9front - general discussion about 9front
 help / color / mirror / Atom feed
* [9front] [PATCH] kernel: disallow executing from #| or #d
@ 2022-05-10  6:40 Jacob Moody
  2022-05-10 14:40 ` ori
  2022-05-10 20:52 ` [9front] " Anthony Martin
  0 siblings, 2 replies; 13+ messages in thread
From: Jacob Moody @ 2022-05-10  6:40 UTC (permalink / raw)
  To: 9front

Hello,

I noticed that you could execute from #| and #d.
ex:

cpu% bind '#|' /n/pipetest
cpu% /n/pipetest/data1 &
cpu% echo '#!/bin/rc' >> /n/pipetest/data
cpu% echo 'echo hello' >> /n/pipetest/data
cpu% hello

I believe this would also work for binaries
if the writer could predict what parts of the binary
the kernel will want to read. I am inclined to
block this behavior but would be curious what others
think.
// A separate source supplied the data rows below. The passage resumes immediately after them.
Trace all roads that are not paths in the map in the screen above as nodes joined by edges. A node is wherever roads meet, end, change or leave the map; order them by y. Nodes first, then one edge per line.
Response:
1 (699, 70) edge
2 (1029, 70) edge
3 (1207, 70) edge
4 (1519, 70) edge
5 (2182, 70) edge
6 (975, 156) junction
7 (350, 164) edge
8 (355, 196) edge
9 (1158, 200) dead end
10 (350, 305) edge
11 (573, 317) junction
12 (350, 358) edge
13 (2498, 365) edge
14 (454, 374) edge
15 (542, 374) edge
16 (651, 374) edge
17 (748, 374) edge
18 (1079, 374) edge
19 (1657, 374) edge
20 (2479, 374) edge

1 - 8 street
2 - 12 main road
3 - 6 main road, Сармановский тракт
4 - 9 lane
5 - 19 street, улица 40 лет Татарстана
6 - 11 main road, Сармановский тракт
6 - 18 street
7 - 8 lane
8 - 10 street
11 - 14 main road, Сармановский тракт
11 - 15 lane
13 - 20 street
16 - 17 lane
Included is a patch to error on OEXEC opens
in devdup and devpipe.

thanks,
moody

---
diff 6ca8e6bbafcc871301a90aa7bd4ca10533b1999a 521f304f5db4c74740b3e00503e2bf22e9f60dc6
--- a/sys/src/9/port/devdup.c	Mon May  9 11:22:00 2022
+++ b/sys/src/9/port/devdup.c	Tue May 10 00:35:16 2022
@@ -63,7 +63,7 @@
 	Chan *f;
 	int fd, twicefd;

-	if(omode & ORCLOSE)
+	if(omode & ORCLOSE || omode & OEXEC)
 		error(Eperm);
 	if(c->qid.type & QTDIR){
 		if(omode != 0)
--- a/sys/src/9/port/devpipe.c	Mon May  9 11:22:00 2022
+++ b/sys/src/9/port/devpipe.c	Tue May 10 00:35:16 2022
@@ -228,6 +228,8 @@
 		c->offset = 0;
 		return c;
 	}
+	if(omode == OEXEC)
+		error(Eperm);

 	p = c->aux;
 	qlock(p);

^ permalink raw reply	[flat|nested] 13+ messages in thread

* Re: [9front] [PATCH] kernel: disallow executing from #| or #d
  2022-05-10  6:40 [9front] [PATCH] kernel: disallow executing from #| or #d Jacob Moody
@ 2022-05-10 14:40 ` ori
  2022-05-10 16:34   ` Jacob Moody
  2022-05-10 20:52 ` [9front] " Anthony Martin
  1 sibling, 1 reply; 13+ messages in thread
From: ori @ 2022-05-10 14:40 UTC (permalink / raw)
  To: 9front

Quoth Jacob Moody <moody@mail.posixcafe.org>:
> Hello,
> 
> I noticed that you could execute from #| and #d.
> ex:
> 
> cpu% bind '#|' /n/pipetest
> cpu% /n/pipetest/data1 &
> cpu% echo '#!/bin/rc' >> /n/pipetest/data
> cpu% echo 'echo hello' >> /n/pipetest/data
> cpu% hello
> 
> I believe this would also work for binaries
> if the writer could predict what parts of the binary
> the kernel will want to read. I am inclined to
> block this behavior but would be curious what others
> think. Included is a patch to error on OEXEC opens
> in devdup and devpipe.

I think all files should be the same, as much as
they can be -- we shouldn't necessarily need to
care if we have a pipe or not.


^ permalink raw reply	[flat|nested] 13+ messages in thread

* Re: [9front] [PATCH] kernel: disallow executing from #| or #d
  2022-05-10 14:40 ` ori
@ 2022-05-10 16:34   ` Jacob Moody
  2022-05-10 19:59     ` Amavect
  0 siblings, 1 reply; 13+ messages in thread
From: Jacob Moody @ 2022-05-10 16:34 UTC (permalink / raw)
  To: 9front

On 5/10/22 08:40, ori@eigenstate.org wrote:
> I think all files should be the same, as much as
> they can be -- we shouldn't necessarily need to
> care if we have a pipe or not.
> 

In general I think I agree, but I would argue that its not the
exec code that is special casing itself from using these files.
The devices are electing themselves to say that execution is
not a supported operation on the files they serve, but perhaps
that is just semantics.

I want to explain more of why I think this is not ideal. I am
approaching this from the question "what capabilities does a sharp
device give you?". And I think it is a bit surprising to say access
to #| or #d also gives a process the ability to execute arbitrary code
stashed in to one end of a pipe. I can imagine such a case of building
a namespace where the binaries exposed are hand picked, and I think its
reasonable to want to restrict what binaries can be executed while also
allowing programs to use dup() and pipe().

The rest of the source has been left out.